L’aria strappata d’Europa

I sovranisti non ce l’hanno fatta a prendersi l’Europa da dentro. La maggioranza resta alle vecchie famiglie dei popolari cristiani, dei social e liberal democratici e dei verdi. Non tanto vecchia quest’ultima famiglia ma neanche tanto nuova, soprattutto in Germania e in Francia. Nuova è senz’altro la proposta attraverso la quale si presentano e la fiducia crescente che riscuotono. Cosa che in Italia non si vede neanche all’orizzonte. Eppure una delle cinque stelle che caratterizza la bandiera penta-stellata è proprio il tema ambientale. Evidentemente è stata dimenticata governo facendo.  Del vecchio ambientalismo italico alla Alfonso Pecoraro Scanio – che fu nel 2006 anche Ministro dell’Ambiente – rimangono solo macerie. Rovine su cui le liste unite di Europa Verde, e di Possibile(Pippo Civati) sono riuscite a edificare un insufficiente solco d’aratro alto appena il 2,29%. Dieci volte meglio hanno fatto i verdi tedeschi (20,7%), e sei volte di più quelli francesi (13,42%). Dalle vecchie macerie solo nuovissime, luccicanti macerie di zecca. Queste due liste, infatti, unite a La Sinistra, uno stitico 1,7%, potevano però attirare un numero maggiore di voti, con un risultato finale che avrebbe agevolmente superato lo sbarramento del 4%. Lo stesso dicasi per +Europa, di Emma Bonino, la quale – malata e impastoiata nella mefitica logica poltronista dei maggiori esponenti della sua lista – finisce per gettare alle ortiche e alle vedove acide un bel 3,1%. Il suo sicuro, meritato e utile seggio a Bruxelles avrebbe invece potuto e dovuto garantirselo seguendo tutt’altro percorso (che pure ben conosceva).

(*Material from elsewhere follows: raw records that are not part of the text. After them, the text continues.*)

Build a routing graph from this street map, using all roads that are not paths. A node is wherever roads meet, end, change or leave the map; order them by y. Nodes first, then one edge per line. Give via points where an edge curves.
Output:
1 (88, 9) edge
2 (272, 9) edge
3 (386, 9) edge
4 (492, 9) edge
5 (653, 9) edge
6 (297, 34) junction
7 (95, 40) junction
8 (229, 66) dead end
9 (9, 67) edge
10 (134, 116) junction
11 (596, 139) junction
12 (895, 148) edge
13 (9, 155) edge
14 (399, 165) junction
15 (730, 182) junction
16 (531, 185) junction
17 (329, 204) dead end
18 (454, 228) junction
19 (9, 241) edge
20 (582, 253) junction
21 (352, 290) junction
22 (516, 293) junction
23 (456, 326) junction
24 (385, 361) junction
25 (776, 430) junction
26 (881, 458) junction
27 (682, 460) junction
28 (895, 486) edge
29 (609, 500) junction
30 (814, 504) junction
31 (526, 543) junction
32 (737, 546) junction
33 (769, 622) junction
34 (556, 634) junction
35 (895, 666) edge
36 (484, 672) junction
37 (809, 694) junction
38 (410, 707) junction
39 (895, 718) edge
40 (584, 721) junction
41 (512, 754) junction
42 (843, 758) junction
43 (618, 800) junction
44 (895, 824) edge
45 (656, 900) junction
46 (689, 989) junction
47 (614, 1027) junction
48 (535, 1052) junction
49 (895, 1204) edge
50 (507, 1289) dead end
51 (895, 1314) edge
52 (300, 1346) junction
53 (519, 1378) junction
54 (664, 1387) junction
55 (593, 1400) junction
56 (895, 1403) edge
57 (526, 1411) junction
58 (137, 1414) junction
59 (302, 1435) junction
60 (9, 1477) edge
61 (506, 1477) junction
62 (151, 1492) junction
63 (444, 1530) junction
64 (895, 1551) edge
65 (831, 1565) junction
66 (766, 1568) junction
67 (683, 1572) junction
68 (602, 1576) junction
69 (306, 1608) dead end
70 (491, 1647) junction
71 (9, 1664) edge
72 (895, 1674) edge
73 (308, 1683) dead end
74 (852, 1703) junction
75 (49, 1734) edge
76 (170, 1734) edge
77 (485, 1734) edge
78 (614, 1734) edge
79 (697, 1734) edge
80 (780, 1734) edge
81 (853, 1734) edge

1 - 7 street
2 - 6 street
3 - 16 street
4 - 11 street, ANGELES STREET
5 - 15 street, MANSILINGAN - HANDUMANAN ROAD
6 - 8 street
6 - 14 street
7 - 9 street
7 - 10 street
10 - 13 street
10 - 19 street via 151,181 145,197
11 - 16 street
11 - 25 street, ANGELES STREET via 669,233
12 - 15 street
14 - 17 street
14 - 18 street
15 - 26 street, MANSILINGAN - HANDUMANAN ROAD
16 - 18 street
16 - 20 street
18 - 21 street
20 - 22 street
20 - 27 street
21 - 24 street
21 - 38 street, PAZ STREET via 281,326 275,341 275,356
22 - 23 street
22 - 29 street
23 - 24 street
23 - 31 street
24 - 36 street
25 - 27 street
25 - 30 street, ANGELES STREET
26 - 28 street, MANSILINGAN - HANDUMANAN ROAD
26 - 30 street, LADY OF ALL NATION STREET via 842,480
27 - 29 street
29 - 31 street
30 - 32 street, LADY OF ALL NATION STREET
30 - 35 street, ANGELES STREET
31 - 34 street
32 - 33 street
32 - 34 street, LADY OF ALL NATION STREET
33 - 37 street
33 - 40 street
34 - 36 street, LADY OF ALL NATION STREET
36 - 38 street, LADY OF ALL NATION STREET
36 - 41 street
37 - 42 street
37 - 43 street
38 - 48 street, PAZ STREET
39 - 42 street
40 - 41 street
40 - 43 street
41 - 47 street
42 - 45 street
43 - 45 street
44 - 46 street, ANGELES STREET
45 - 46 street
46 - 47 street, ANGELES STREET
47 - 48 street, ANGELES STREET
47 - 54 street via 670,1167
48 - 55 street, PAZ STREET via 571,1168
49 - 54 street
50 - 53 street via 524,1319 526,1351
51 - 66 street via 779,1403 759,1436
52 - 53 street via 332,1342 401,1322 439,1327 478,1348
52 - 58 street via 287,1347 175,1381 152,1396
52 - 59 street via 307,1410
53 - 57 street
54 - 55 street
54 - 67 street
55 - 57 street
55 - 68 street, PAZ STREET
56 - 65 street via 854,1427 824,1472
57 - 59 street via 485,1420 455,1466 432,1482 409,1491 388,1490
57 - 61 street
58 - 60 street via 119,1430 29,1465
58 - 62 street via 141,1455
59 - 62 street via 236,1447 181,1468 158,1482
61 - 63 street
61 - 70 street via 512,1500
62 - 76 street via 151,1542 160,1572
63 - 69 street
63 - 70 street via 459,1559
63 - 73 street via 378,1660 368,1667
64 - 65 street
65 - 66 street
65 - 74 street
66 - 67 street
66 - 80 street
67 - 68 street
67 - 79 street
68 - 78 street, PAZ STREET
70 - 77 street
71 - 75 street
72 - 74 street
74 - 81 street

La divisione che ha caratterizzato le premesse boriose e le conseguenze disastrose di queste liste minori è il riflesso inquietante di una ben maggiore divisione: quella della stessa Europa.

Il fatto che i popolar-sovranisti abbiano fallito l’assalto al treno, non significa che il convoglio sia ora salvo e possa procedere spedito. Salvini, Le Pen, Orban, Farage, Kaczynski e altri più laceri seguaci sono ben saldamente a bordo. Ci sono per rallentare, sobillare, guastare e soprattutto sfidare. Si comporteranno a viso scoperto da vari e propri coatti, impavidi perché impuniti. Già l’ungherese Orban e il polacco Kaczynski hanno continuato a farlo tranquillamente, fino al giorno prima delle nuove elezioni. Ora accentueranno ancora di più la propria insubordinazione. D’altronde la loro presenza e strafottenza sul treno sono cresciute a ogni nuova palata di carbone che i macchinisti buttavano nella caldaia. Palate che hanno accelerato la corsa solo a favore dell’apparato tecno-finanziario capitalistico continentale e mondiale, seminando invece smarrimento, delusione, scollamento, scontento anche tra le popolazioni – come quella italiana – tra le più originariamente europeiste. Nonostante questa amara disillusione, l’Europa, però, continua a essere percepita come una soglia, una frontiera della civiltà contemporanea e futura dalla quale non si può e non si deve tornare indietro. Per questo l’obiettivo sovranista non è più quello di uscire dall’Europa, ma quello di conquistarla da dentro, per riconvertirla in senso neo-nazionalista.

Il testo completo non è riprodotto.